Football at the 1980 Summer Olympics started on 20 July and ended on 2 August.

==Qualified teams==
Due to the American-led boycott, countries (in brackets) who qualified did not enter the final
tournament. Spain sent a team which competed under the flag of the Spanish Olympic Committee.

- Automatically qualified
  - URS (as host nation)
  - GDR (as holders)
- Europe (UEFA)
  - TCH
  - FIN (replaces NOR)
  - IOC Spain
  - YUG

- Africa (CAF)
  - ALG
  - NGA (replaces GHA)
  - ZAM (replaces EGY)
- Asia (AFC)
  - IRQ (replaces MAS)
  - KUW
  - SYR (replaces IRN)

- North and Central America (CONCACAF)
  - CRC
  - CUB (replaces USA)
- South America (CONMEBOL)
  - COL
  - VEN (replaces ARG)

==Qualifications==
===UEFA (Europe)===

The European Qualifiers for the 1980 Summer Olympics tournament took place over a total of two rounds between 28 March 1979 and 23 April 1980. After the second round, Czechoslovakia, Norway, Spain and Yugoslavia gained qualification to the Olympic tournament. However, Norway was replaced by Finland.

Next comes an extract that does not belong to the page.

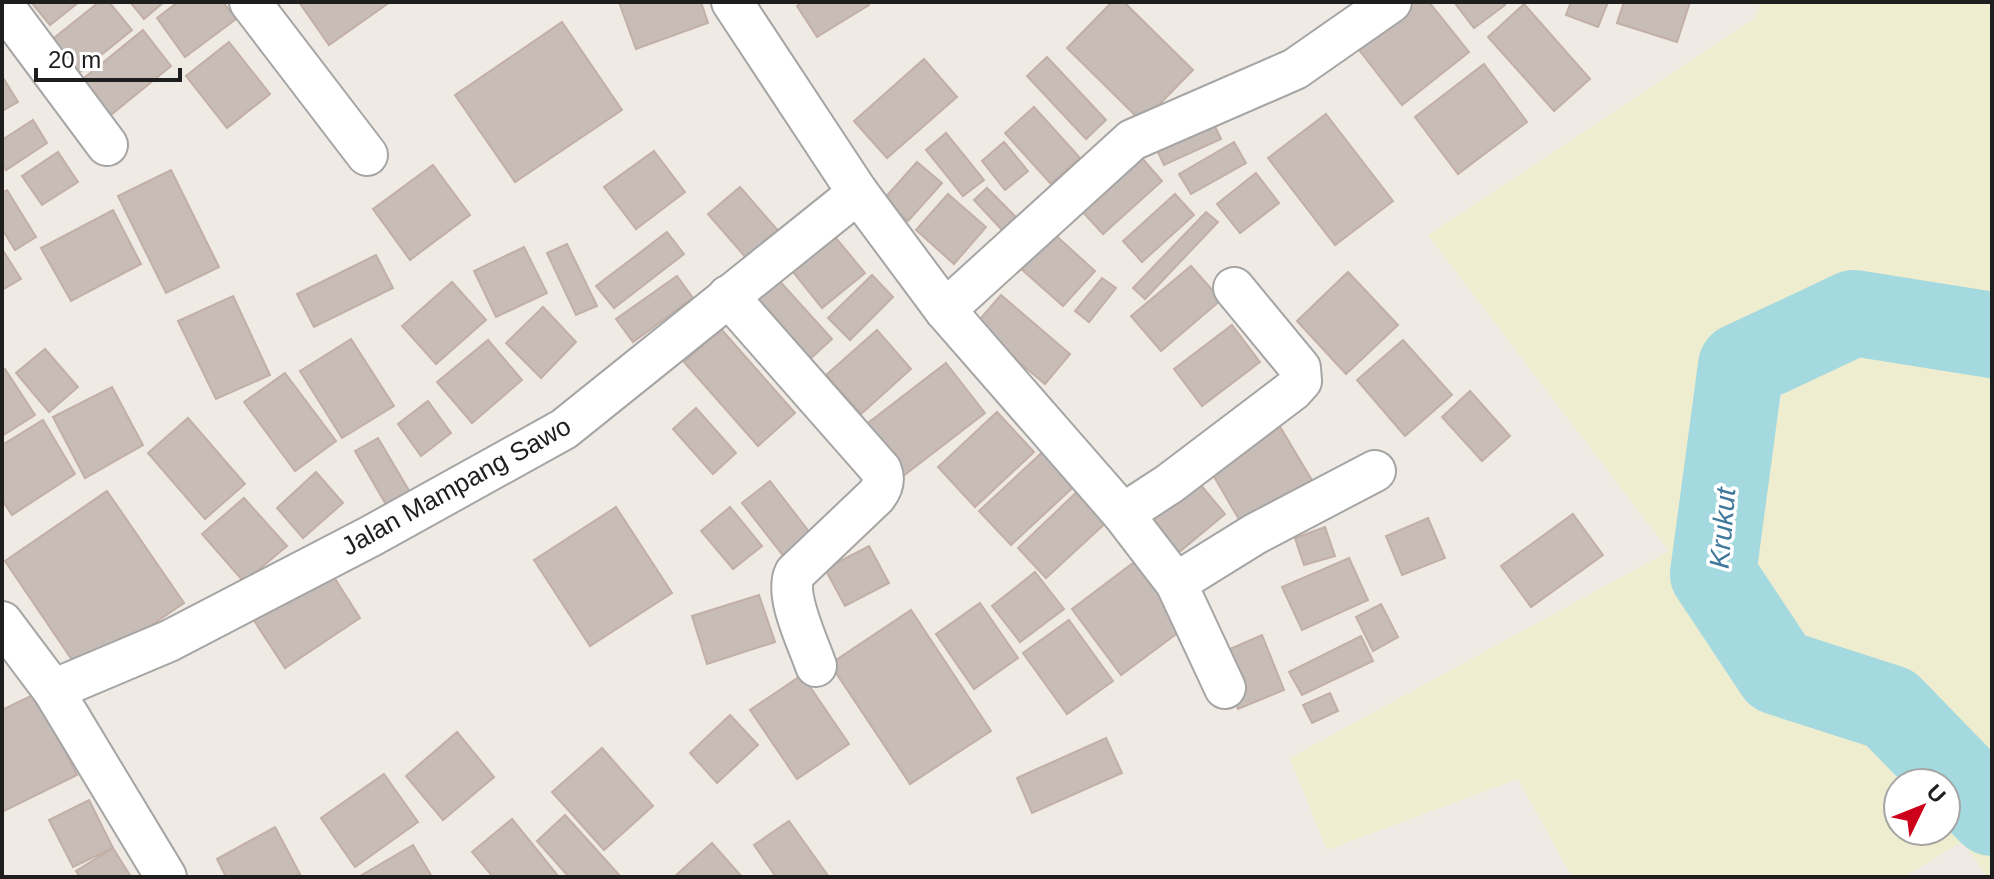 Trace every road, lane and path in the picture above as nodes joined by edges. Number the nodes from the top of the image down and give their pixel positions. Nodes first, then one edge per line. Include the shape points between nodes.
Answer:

===CONMEBOL (South America)===

The South American Pre-Olympic tournament was held from 23 January to 15 February 1980 in Colombia, and saw Argentina and Colombia qualify. However, Argentina was replaced by Venezuela.

===CONCACAF (North, Central America and Caribbean)===

The CONCACAF qualifying rounds and Pre-Olympic tournament was held from 1 April 1979 to 2 April 1980, and saw Costa Rica and United States qualify. United States was replaced by Cuba.

===CAF (Africa)===

The African Qualifiers tournament for the 1980 Summer Olympics took place over a total of three rounds between 25 March 1979 and 13 April 1980. After the third round, Algeria, Ghana and Egypt gained qualification to the Olympic tournament. However, Ghana was replaced by Nigeria and Egypt was replaced by Zambia.

===AFC (Asia)===

The Pre-Olympic tournaments of the Asian Qualifiers for the 1980 Summer Olympic were held from 23 February to 6 April 1980 in Iraq, Malaysia and Singapore. Respectively from these countries, Kuwait, Malaysia and Iran qualify. However, Malaysia was replaced by Iraq and Iran was replaced by Syria.